Collected data

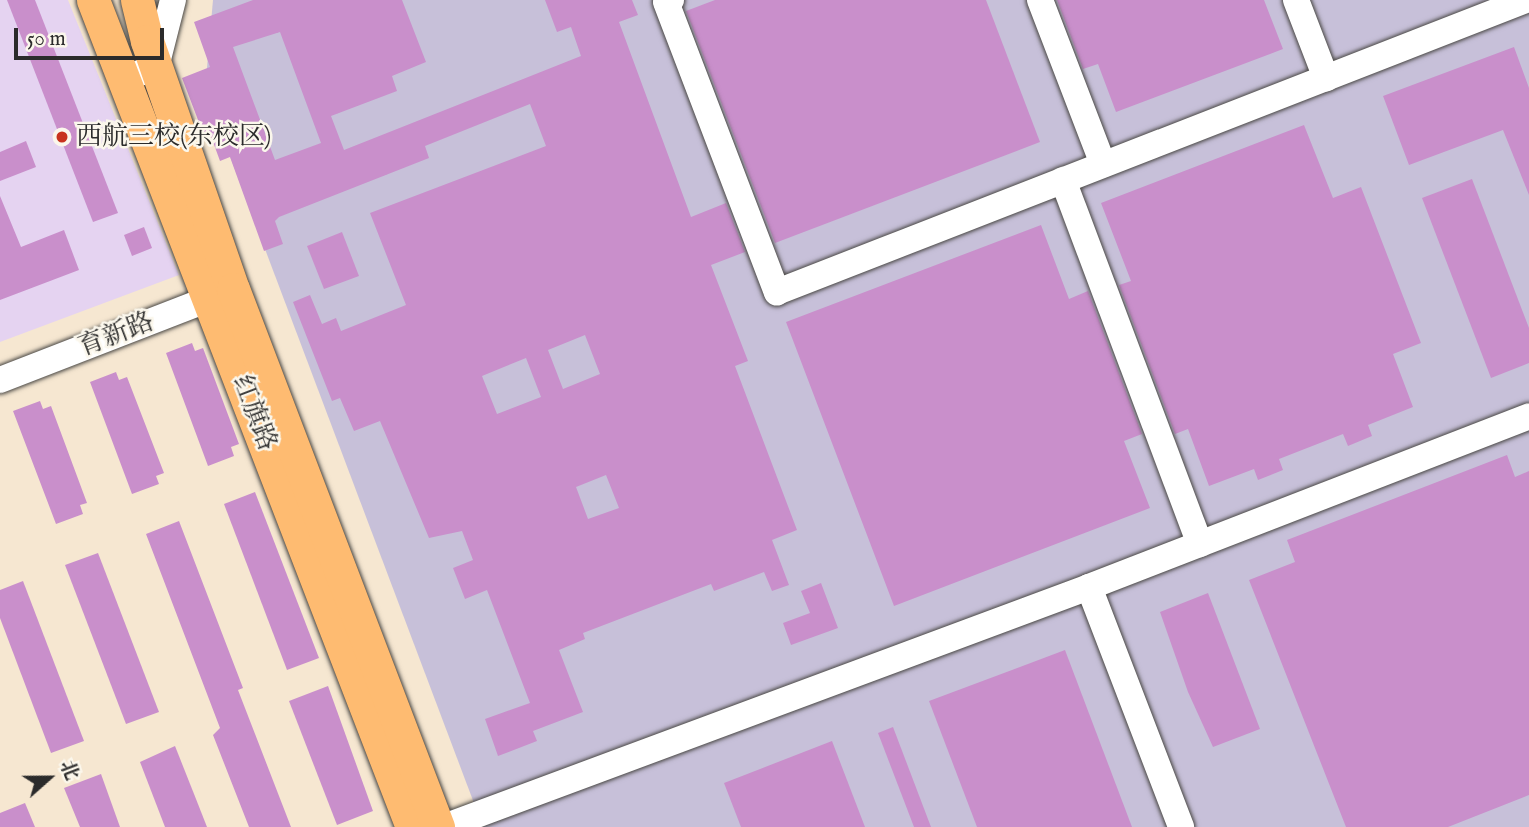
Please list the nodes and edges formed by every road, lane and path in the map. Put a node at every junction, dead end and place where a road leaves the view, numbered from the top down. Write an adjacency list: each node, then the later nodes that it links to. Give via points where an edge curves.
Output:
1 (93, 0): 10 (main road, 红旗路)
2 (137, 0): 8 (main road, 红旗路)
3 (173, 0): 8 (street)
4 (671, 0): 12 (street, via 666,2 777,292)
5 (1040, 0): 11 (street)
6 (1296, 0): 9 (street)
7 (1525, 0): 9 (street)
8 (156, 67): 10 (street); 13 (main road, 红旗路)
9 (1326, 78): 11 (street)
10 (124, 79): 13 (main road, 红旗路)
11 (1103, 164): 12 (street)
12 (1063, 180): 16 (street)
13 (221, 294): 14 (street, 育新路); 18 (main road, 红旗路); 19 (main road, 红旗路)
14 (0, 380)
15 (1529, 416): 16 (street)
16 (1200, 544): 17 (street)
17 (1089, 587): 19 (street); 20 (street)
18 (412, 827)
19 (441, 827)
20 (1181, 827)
* * *
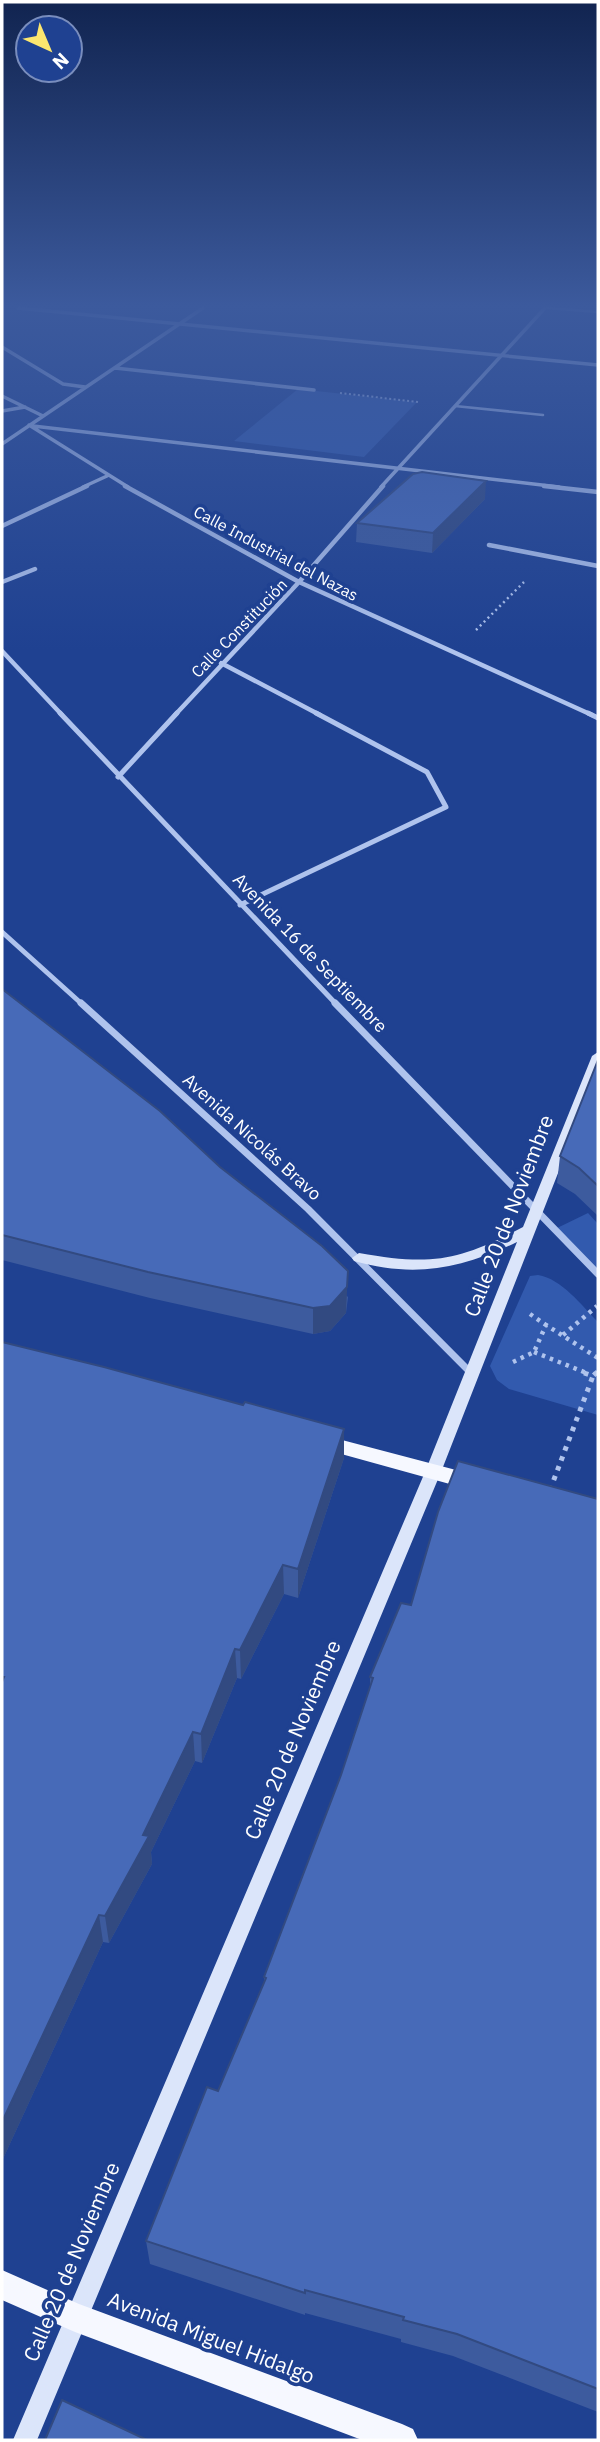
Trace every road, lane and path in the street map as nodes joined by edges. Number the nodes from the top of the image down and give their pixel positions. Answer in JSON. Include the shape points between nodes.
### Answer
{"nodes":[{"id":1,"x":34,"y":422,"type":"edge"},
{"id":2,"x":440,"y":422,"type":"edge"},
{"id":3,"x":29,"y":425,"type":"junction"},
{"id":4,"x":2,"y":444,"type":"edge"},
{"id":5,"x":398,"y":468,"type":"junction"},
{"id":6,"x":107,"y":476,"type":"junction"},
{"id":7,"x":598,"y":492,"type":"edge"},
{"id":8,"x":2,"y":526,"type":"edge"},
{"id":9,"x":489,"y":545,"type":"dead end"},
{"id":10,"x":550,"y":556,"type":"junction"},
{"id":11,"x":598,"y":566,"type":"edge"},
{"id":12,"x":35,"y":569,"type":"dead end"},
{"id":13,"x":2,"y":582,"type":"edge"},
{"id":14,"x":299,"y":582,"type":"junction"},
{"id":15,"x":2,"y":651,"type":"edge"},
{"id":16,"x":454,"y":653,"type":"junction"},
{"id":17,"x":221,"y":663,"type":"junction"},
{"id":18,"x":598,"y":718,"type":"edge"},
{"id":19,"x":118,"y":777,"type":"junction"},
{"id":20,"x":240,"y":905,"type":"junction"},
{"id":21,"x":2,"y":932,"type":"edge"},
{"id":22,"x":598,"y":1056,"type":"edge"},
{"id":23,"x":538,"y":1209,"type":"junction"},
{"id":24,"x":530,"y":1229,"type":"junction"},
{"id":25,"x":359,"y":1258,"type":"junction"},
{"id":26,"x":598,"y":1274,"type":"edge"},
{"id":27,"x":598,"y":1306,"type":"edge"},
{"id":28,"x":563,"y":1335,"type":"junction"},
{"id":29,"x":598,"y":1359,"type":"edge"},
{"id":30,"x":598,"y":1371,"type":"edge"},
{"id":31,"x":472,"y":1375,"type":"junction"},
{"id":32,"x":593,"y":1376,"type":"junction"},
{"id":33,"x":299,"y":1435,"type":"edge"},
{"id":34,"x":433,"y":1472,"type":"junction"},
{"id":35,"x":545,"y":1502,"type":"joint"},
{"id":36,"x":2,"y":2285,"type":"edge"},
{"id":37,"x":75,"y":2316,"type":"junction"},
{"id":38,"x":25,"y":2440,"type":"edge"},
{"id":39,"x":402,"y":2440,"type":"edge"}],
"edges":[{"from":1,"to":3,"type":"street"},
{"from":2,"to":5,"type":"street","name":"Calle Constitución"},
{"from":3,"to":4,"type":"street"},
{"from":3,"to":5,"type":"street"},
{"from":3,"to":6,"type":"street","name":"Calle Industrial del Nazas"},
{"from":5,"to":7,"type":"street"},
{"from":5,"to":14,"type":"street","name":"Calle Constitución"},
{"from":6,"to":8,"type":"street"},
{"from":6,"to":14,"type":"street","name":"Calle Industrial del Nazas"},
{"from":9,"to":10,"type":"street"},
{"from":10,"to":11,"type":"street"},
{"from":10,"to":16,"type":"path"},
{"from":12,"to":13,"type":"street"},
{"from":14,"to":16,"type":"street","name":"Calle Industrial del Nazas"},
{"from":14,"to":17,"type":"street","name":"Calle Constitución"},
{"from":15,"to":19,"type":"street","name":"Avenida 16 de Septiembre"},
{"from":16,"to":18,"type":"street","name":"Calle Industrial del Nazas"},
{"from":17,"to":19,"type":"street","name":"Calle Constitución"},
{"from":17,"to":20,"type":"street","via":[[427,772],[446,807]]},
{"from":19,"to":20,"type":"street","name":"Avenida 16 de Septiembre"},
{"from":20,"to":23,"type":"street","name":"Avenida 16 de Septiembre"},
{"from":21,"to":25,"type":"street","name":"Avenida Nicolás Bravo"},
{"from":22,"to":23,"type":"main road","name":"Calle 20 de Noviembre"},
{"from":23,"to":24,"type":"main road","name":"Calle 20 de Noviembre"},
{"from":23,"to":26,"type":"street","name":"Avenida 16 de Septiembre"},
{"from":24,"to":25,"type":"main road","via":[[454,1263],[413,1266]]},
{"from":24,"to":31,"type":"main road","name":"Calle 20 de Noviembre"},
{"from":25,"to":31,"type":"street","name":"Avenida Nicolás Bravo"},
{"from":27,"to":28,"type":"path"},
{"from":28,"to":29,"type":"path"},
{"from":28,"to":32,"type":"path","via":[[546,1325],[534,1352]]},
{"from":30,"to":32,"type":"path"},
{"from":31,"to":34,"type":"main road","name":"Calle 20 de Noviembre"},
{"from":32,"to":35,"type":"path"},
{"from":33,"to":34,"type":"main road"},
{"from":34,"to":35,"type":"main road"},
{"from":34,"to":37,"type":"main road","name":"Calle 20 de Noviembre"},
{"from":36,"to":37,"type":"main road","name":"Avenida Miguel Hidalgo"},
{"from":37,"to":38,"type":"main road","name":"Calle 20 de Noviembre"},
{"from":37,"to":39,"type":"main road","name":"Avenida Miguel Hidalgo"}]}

(Your objective): Find and copy each line of the data where "down" is present.

(Expected answer):
Please list the nodes and edges formed by every road, lane and path in the map. Put a node at every junction, dead end and place where a road leaves the view, numbered from the top down. Write an adjacency list: each node, then the later nodes that it links to. Give via points where an edge curves.
Trace every road, lane and path in the street map as nodes joined by edges. Number the nodes from the top of the image down and give their pixel positions. Answer in JSON. Include the shape points between nodes.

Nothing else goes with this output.